Не потому ли, что современная цивилизация с детства вводит человека в соблазн обладания, внушая ему, что он должен стыдиться своей изначальной чистоты и бедности, не давая ему возможности утвердиться в осознании благословенности своей реальной пустотности. Цивилизация постепенно перетягивает сознание ребенка в пространства иллюзорные, которые он начинает воспринимать как реальность, подменяя интуитивные истины социумо-психологическими (журнально-телевизионными-клубными) стереотипами.

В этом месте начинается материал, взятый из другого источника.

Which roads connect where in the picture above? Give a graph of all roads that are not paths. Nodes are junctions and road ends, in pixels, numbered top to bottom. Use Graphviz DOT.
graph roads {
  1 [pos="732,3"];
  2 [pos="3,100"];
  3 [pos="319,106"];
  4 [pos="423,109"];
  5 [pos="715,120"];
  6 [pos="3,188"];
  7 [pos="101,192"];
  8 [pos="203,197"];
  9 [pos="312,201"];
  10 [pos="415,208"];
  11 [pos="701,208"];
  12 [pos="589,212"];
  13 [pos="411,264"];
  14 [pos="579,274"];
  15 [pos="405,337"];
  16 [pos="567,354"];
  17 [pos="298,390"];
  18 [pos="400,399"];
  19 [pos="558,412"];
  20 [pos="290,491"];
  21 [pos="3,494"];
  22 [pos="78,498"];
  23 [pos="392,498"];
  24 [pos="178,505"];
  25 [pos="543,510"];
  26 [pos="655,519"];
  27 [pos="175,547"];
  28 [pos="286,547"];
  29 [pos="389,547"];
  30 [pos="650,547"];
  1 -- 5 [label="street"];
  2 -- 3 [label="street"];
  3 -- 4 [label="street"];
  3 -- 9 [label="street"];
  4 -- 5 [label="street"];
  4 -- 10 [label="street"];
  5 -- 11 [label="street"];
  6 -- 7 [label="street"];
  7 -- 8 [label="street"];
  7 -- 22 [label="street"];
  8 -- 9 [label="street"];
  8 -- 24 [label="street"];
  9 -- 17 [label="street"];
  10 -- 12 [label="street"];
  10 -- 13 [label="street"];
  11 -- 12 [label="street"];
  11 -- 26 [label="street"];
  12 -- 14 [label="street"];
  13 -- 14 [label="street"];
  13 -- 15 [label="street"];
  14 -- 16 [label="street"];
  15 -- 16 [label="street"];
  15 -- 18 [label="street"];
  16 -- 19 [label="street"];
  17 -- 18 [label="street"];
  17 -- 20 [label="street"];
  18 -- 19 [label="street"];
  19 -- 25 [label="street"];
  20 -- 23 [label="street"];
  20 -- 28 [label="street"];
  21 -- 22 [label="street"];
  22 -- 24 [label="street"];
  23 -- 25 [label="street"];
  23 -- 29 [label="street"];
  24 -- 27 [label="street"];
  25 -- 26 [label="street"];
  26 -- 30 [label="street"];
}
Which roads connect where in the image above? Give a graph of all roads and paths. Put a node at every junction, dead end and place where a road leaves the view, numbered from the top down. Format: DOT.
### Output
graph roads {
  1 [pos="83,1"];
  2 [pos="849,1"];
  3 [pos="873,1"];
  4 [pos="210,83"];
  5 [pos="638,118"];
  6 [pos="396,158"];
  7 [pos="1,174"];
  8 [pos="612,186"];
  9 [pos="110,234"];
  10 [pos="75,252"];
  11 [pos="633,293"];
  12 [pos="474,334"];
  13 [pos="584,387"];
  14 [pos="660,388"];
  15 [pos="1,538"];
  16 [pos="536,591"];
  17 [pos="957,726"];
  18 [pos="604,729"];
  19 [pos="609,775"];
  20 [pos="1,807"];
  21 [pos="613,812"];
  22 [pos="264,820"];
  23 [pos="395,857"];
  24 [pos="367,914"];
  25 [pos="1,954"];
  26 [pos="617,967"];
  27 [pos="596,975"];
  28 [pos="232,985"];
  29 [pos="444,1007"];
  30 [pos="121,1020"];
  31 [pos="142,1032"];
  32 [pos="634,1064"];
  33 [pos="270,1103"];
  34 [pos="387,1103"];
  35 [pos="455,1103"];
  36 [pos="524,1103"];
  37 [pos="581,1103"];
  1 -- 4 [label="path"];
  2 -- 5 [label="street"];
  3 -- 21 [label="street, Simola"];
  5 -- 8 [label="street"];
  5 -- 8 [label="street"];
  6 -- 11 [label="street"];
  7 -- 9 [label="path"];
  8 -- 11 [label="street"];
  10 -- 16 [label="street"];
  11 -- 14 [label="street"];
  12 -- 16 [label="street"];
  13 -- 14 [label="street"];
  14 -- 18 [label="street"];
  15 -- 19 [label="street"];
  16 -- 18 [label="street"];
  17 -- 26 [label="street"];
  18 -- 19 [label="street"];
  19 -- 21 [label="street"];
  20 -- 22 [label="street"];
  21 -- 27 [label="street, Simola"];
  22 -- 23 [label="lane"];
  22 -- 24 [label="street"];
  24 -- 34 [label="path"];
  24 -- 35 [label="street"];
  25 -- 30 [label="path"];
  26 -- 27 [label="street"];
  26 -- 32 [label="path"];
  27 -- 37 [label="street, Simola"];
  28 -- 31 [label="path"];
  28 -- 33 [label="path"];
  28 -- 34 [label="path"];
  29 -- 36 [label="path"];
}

«Пока вы пытаетесь стать кем-то, пока вы находитесь во власти жажды обладания, до тех пор неизбежны конфликт, смятие и возрастающая скорбь… До тех пор, пока в вас остается нежелание быть ничем (но именно ничем вы на самом деле и являетесь), вы неизбежно будете порождать скорбь и антагонизм…», – говорил Джидду Кришнамурти, чьи устные тексты могли бы быть идеально точными (не устаю этому изумляться) комментариями к киномедитациям Тарковского. «Как просто быть невинным, простодушным! Без внутренней чистоты невозможно быть счастливым. Невинность – это свобода от бремени опыта. А без невинности разве возможна мудрость?» Что это, как не голос Сталкера, или Горчакова, или Александра, или Доменико?

Что есть зло? Зло есть всякая преднамеренность, всякое целеполагание, ибо оно немедленно отклоняет полноту внимания от процессуальности чистого ествования.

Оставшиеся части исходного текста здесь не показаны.